▶ _ABOUT THIS TASK_
Could you find every line in the entries below that holds the word "Général" and copy it?

[Saved data entries]
▬▬▬

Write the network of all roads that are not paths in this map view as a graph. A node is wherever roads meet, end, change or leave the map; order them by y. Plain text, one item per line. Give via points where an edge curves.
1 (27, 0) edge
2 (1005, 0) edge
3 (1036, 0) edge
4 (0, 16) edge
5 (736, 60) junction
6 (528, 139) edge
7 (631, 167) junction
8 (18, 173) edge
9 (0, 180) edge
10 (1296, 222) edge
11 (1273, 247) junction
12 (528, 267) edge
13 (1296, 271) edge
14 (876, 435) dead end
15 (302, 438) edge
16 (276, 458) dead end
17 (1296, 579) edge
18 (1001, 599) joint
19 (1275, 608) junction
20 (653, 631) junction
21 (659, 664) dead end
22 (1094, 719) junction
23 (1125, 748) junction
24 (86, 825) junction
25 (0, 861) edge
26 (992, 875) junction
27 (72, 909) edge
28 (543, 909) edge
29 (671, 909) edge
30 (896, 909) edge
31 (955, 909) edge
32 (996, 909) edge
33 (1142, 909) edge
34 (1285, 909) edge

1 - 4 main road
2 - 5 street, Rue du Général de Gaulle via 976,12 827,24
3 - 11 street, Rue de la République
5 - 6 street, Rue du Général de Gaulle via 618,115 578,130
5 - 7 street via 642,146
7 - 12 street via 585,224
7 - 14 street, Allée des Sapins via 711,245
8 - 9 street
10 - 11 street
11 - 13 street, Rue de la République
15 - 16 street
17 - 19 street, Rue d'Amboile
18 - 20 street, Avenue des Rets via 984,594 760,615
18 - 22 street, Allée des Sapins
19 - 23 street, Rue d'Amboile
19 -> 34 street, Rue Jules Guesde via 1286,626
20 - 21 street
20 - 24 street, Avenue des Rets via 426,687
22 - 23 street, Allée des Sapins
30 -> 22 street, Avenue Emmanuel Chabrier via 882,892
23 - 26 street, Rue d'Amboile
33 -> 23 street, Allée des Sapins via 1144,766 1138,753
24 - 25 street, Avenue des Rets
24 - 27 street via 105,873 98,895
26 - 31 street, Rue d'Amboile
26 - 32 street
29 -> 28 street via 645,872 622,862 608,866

▬▬▬

▶ _FINISHED EXERCISE_
2 - 5 street, Rue du Général de Gaulle via 976,12 827,24
5 - 6 street, Rue du Général de Gaulle via 618,115 578,130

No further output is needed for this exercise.